His attack gets punctured by his disgruntled leaders like Digvijay Singh and Mani Shankar Aiyar. Rahul has sidelined these leaders is a known fact and Aiyar has even been punished for his utterances. However, they are known Congressmen and know the methods of creating troubles. Their ‘secular prologues’ come handy for the BJP and RSS to brand Congress as a pro-Muslim party, the image the party has long been trying to shed off. Here too, the inability of the party is obvious that it could not come out with a sound secular narrative which should be able to counter Hindutva without taking resort to gimmickries of visiting temples.

The Congress has intelligent leaders like Mallikarjun Kharge, Ghulam Nabi Azad and Kapil Sibal who have the required articulation to build up a sound political narrative to counter the BJP, but the party is unable to use them properly.

“Prime Minister Narendra Modi has been asking, at every function, about what the Congress has done for the country in the past 70 years. A chaiwala like him could become Prime Minister because we preserved democracy,” Kharge told presspersons in Mumbai. “Modi talks about the Emergency that happened 43 years back, there has been an undeclared Emergency in the country since the BJP-led NDA came to power in 2014,” Kharge added.

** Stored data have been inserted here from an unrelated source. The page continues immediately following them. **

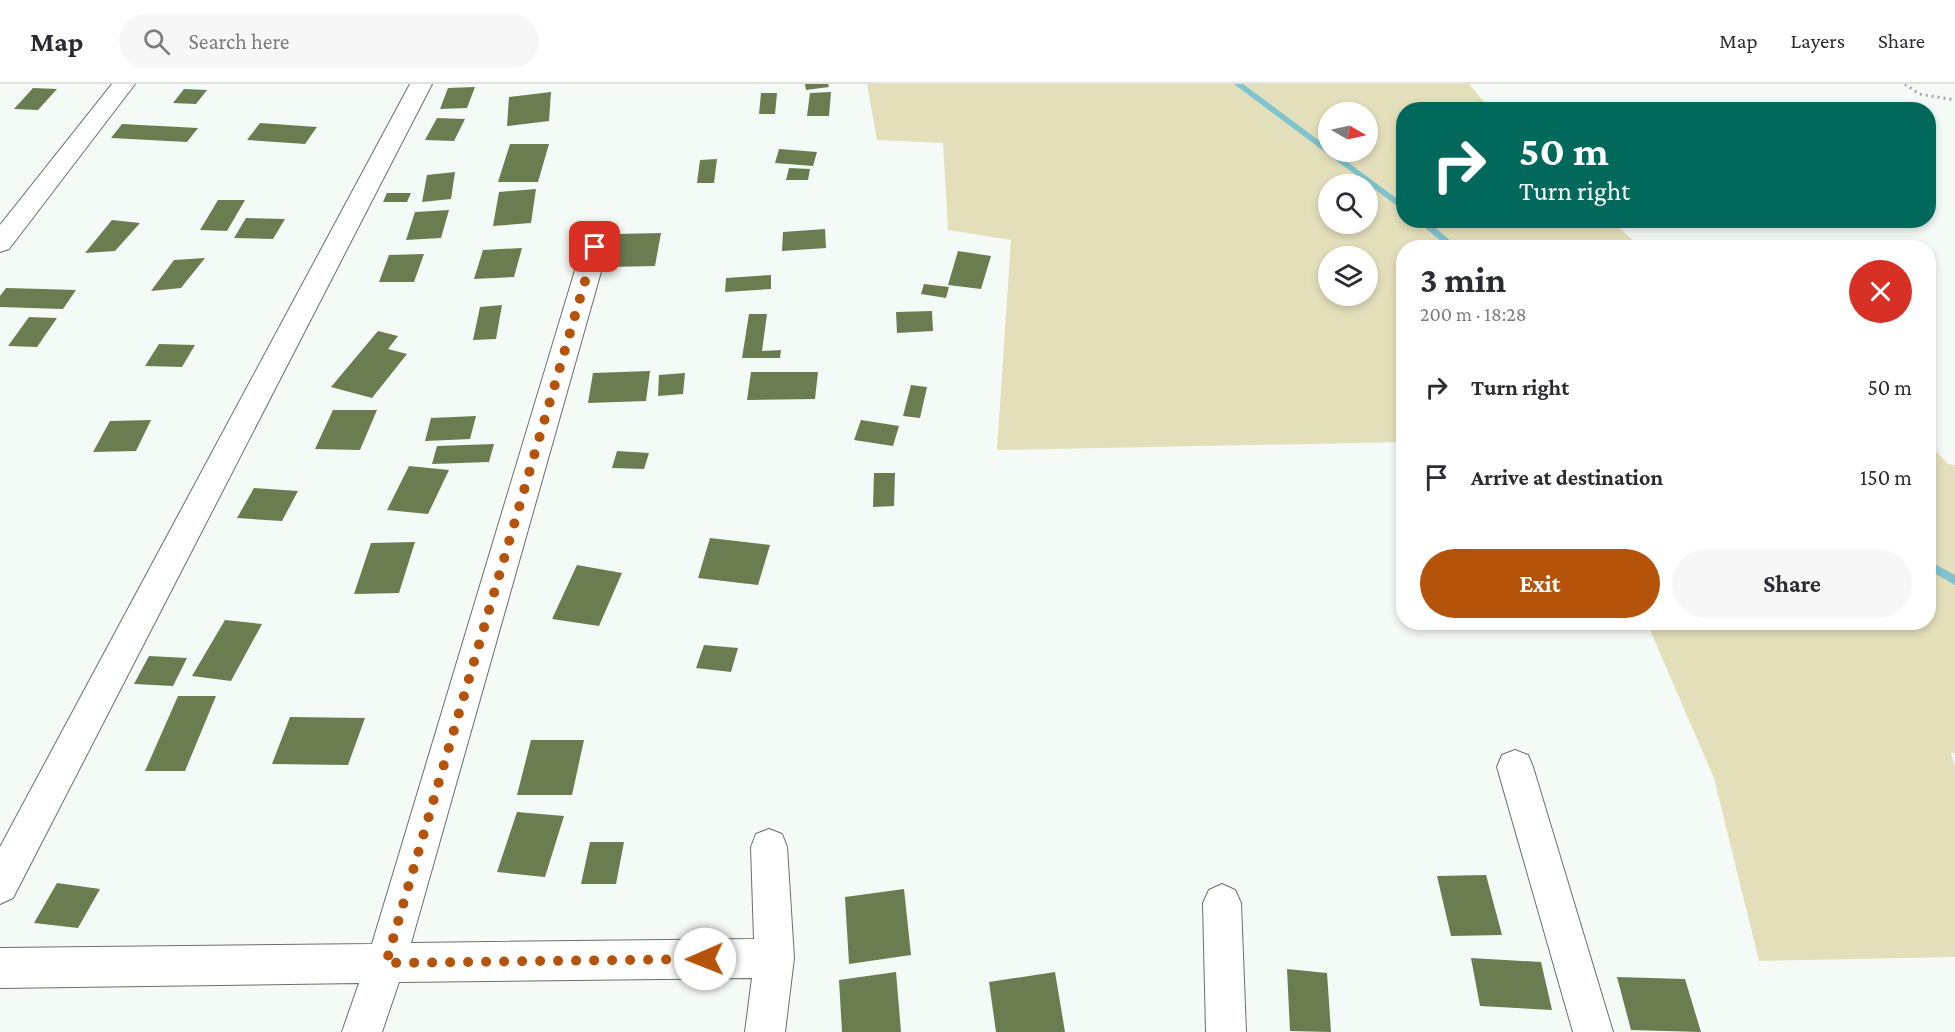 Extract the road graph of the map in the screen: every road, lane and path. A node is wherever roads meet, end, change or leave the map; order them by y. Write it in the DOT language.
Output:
graph roads {
  1 [pos="124,84"];
  2 [pos="421,84"];
  3 [pos="1905,84"];
  4 [pos="1955,100"];
  5 [pos="0,243"];
  6 [pos="595,247"];
  7 [pos="1515,768"];
  8 [pos="769,847"];
  9 [pos="0,885"];
  10 [pos="1222,903"];
  11 [pos="774,958"];
  12 [pos="386,963"];
  13 [pos="0,968"];
  14 [pos="362,1032"];
  15 [pos="765,1032"];
  16 [pos="1226,1032"];
  17 [pos="1593,1032"];
  1 -- 5 [label="street"];
  2 -- 9 [label="street"];
  3 -- 4 [label="path"];
  6 -- 12 [label="street"];
  7 -- 17 [label="street"];
  8 -- 11 [label="street"];
  10 -- 16 [label="street"];
  11 -- 12 [label="street"];
  11 -- 15 [label="street"];
  12 -- 13 [label="street"];
  12 -- 14 [label="street"];
} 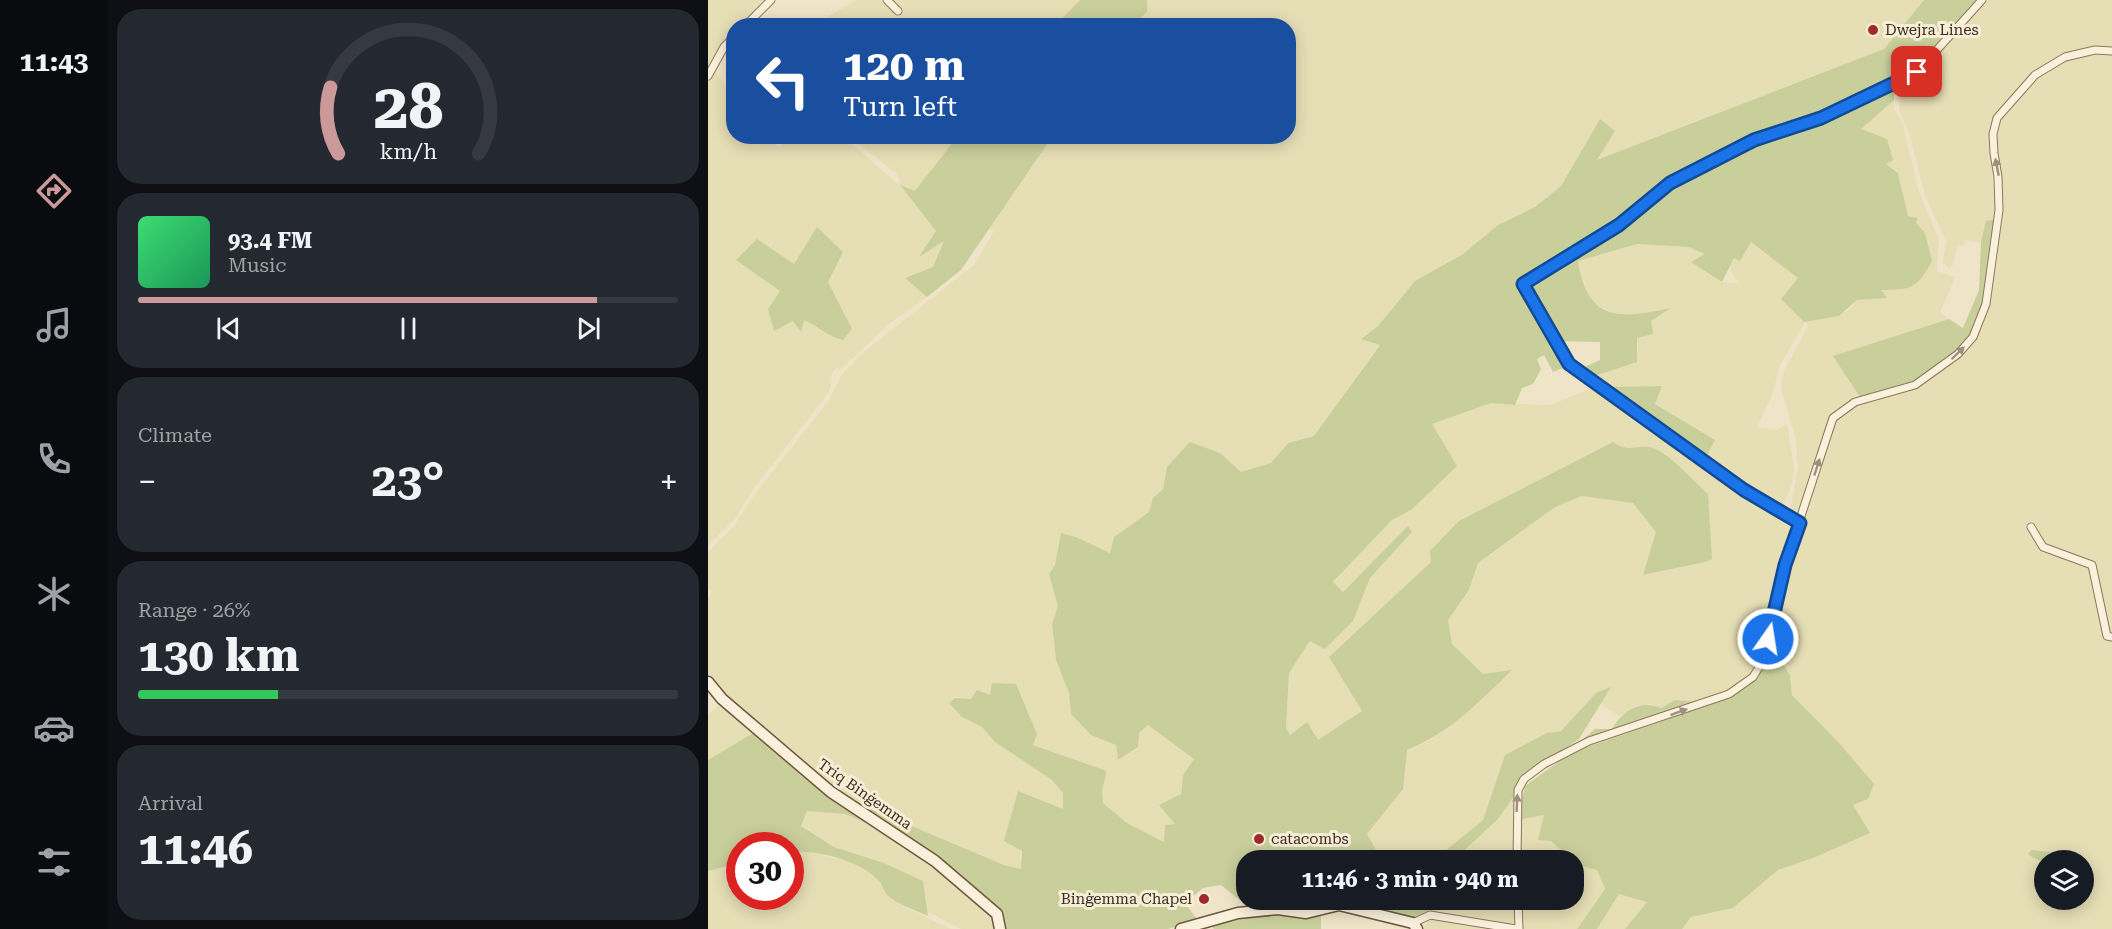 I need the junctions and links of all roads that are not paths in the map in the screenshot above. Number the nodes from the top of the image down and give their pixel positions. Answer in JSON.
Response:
{"nodes":[{"id":1,"x":771,"y":0,"type":"edge"},
{"id":2,"x":887,"y":0,"type":"edge"},
{"id":3,"x":1982,"y":0,"type":"edge"},
{"id":4,"x":898,"y":10,"type":"dead end"},
{"id":5,"x":753,"y":18,"type":"edge"},
{"id":6,"x":726,"y":45,"type":"edge"},
{"id":7,"x":2112,"y":51,"type":"edge"},
{"id":8,"x":708,"y":76,"type":"edge"},
{"id":9,"x":1800,"y":523,"type":"junction"},
{"id":10,"x":2031,"y":526,"type":"dead end"},
{"id":11,"x":2112,"y":637,"type":"edge"},
{"id":12,"x":708,"y":682,"type":"edge"},
{"id":13,"x":1518,"y":850,"type":"edge"},
{"id":14,"x":1518,"y":910,"type":"edge"},
{"id":15,"x":1415,"y":926,"type":"edge"},
{"id":16,"x":1000,"y":929,"type":"edge"},
{"id":17,"x":1181,"y":929,"type":"edge"},
{"id":18,"x":1518,"y":929,"type":"edge"}],
"edges":[{"from":1,"to":5,"type":"street"},
{"from":2,"to":4,"type":"street"},
{"from":3,"to":9,"type":"street"},
{"from":6,"to":8,"type":"street"},
{"from":9,"to":7,"type":"street","one_way":true},
{"from":13,"to":9,"type":"street","one_way":true},
{"from":10,"to":11,"type":"street"},
{"from":12,"to":16,"type":"street","name":"Triq Binġemma"},
{"from":14,"to":18,"type":"street"},
{"from":15,"to":17,"type":"street"},
{"from":15,"to":18,"type":"street"}]}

Keeping in view the repeated attacks on democratic institutions, a narrative around “undeclared emergency” is of utmost importance for the coming polls.

Other players including the Left and the regional parties have failed in articulating people’s grievances and their opposition is only opportunistic. Parties like TDP and the TRS never went against the BJP in any strong way in last three and half years, but they are now attacking it keeping in view the coming polls. The TDP and the BJP are hands in glove can be seen in the disruptions in Parliament. It helps BJP to attack and discredit Congress led Opposition that it is not allowing Parliament to run. The TDP and the TRS are in fact eyeing for Muslim votes and their opposition to BJP will help in it. They are also trying to stimulate regional sentiments by alleging discrimination on the part of the Central government. The TDP deserted the union cabinet on the issue of Special Status to the state only after being part of it for around three and half years. The BJD of Navin Patnaik has a curious mix of opposition and collaboration. He is running the most corporate friendly government in a state which is by far the poorest in terms of human development. The most radical of opposition space is occupied by ultra-Left or pro-people socialists or democrats. The BJD does not have any ideological problem with the BJP but it has to oppose because it has to survive.

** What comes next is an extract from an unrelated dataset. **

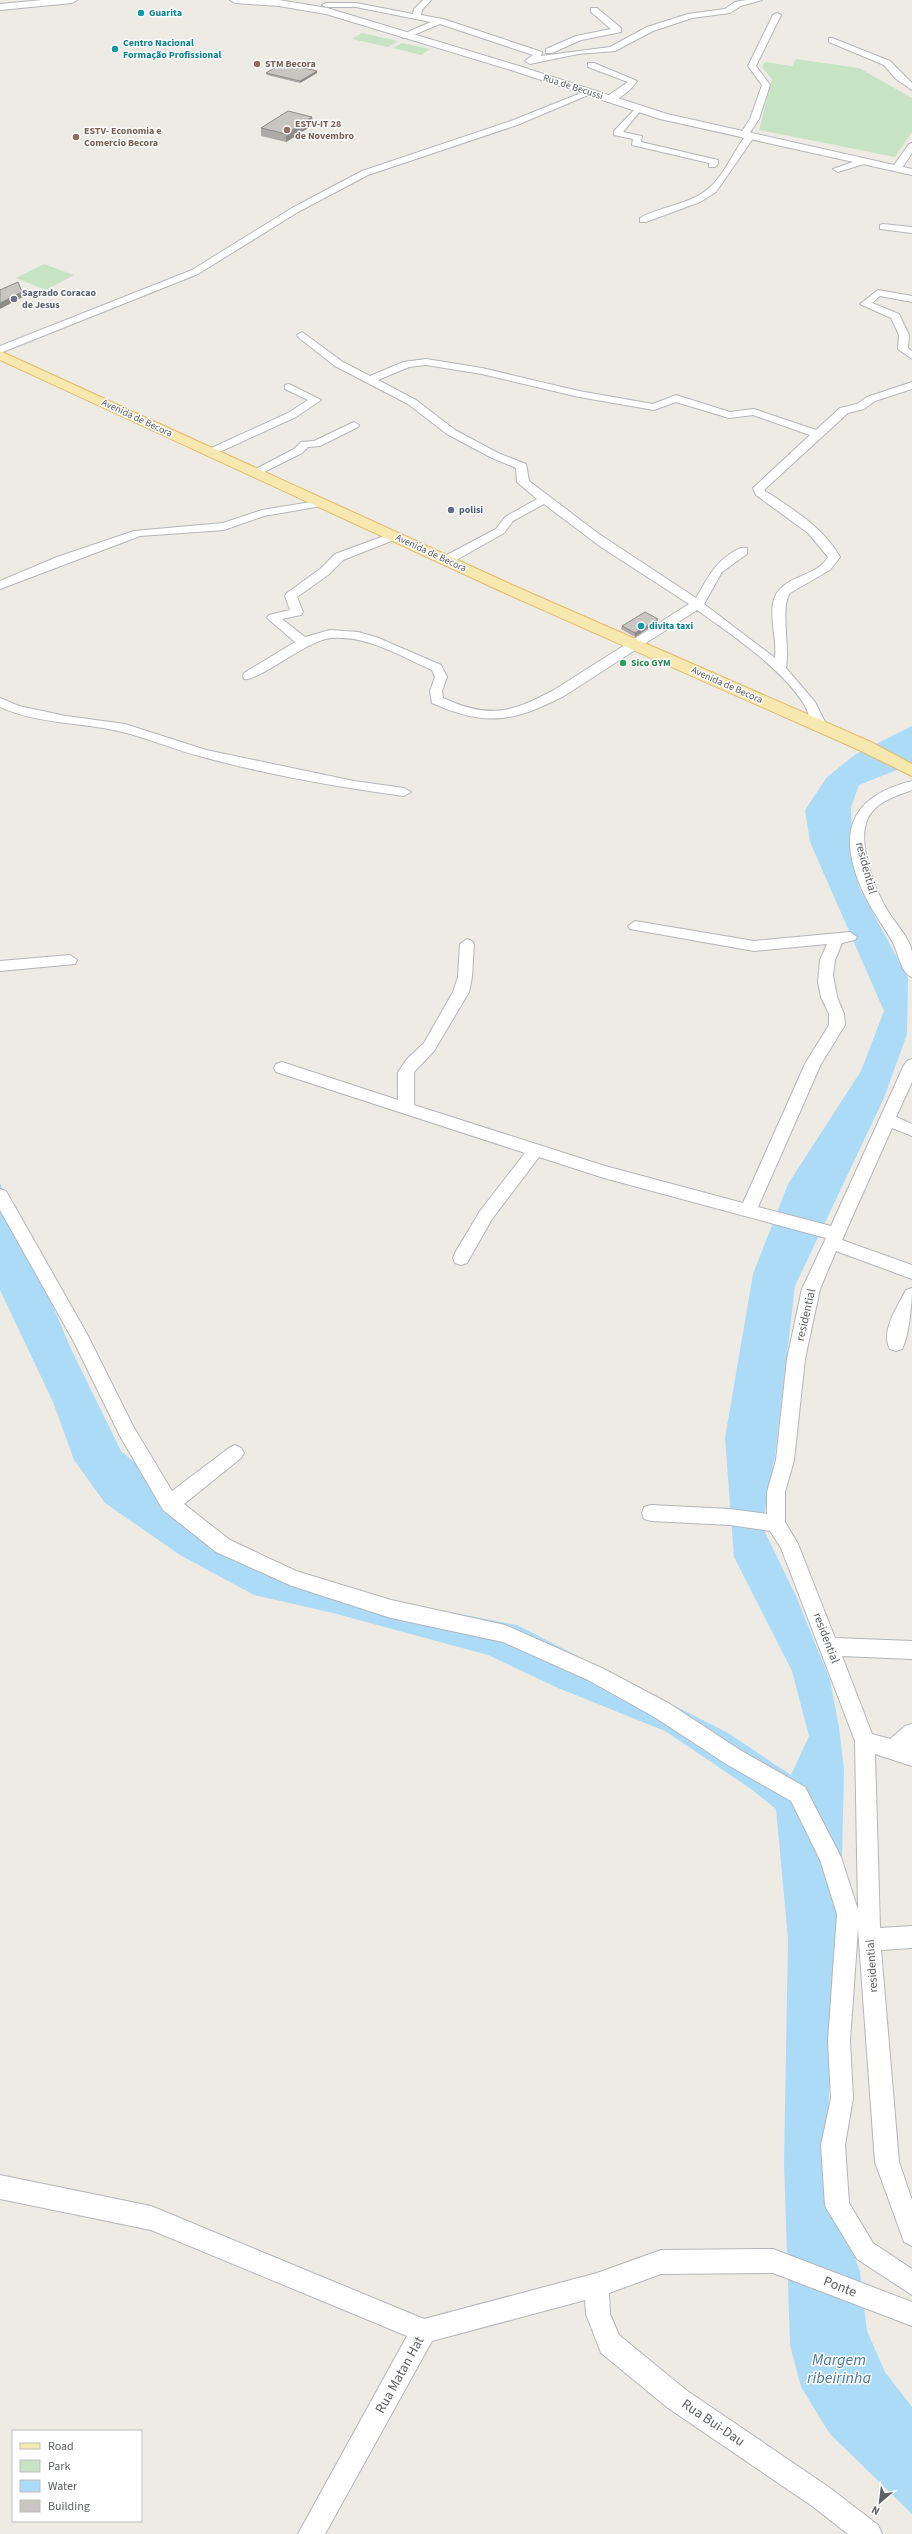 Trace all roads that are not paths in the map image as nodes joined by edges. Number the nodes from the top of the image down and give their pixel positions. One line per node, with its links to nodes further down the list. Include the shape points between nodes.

The CPM, the CPI and other Left parties are facing the worst phase in their history. Despite their clear opposition to communalism and the corporate-friendly economic policies, they are on the margins of political discourse. Student leaders like Kanahiya Kumar had come out with some refreshing ideas of mass mobilisation, but the Left leadership failed to promote the popular Left narrative. The same is true for senior socialist leader Sharad Yadav. He has come out with a clear stand on economic and social issues, but his party Loktantrik Janata Dal has to strengthen its organisation in a very short period to make impact on the poll equation in Bihar. Lalu’s son Tejaswi has effectively taken control of RJD and his social base also seems to be intact. However, he will have to build up a strong ideological stance to counter JDU leader Nitish Kumar who is simultaneously opposing communalism and sharing power with the BJP.

It seems that people have to wait at least for few days more to see political parties coming out with sound poll narrative or it may not come even before polls. But, ultimately, it is the people who would be the sufferer if a strong poll narrative does not emerge. Issues like unemployment, inequality, farmers’ plight and poor quality of life of millions in the cities and villages needs a strong narrative which should be discussed in the polls across the country.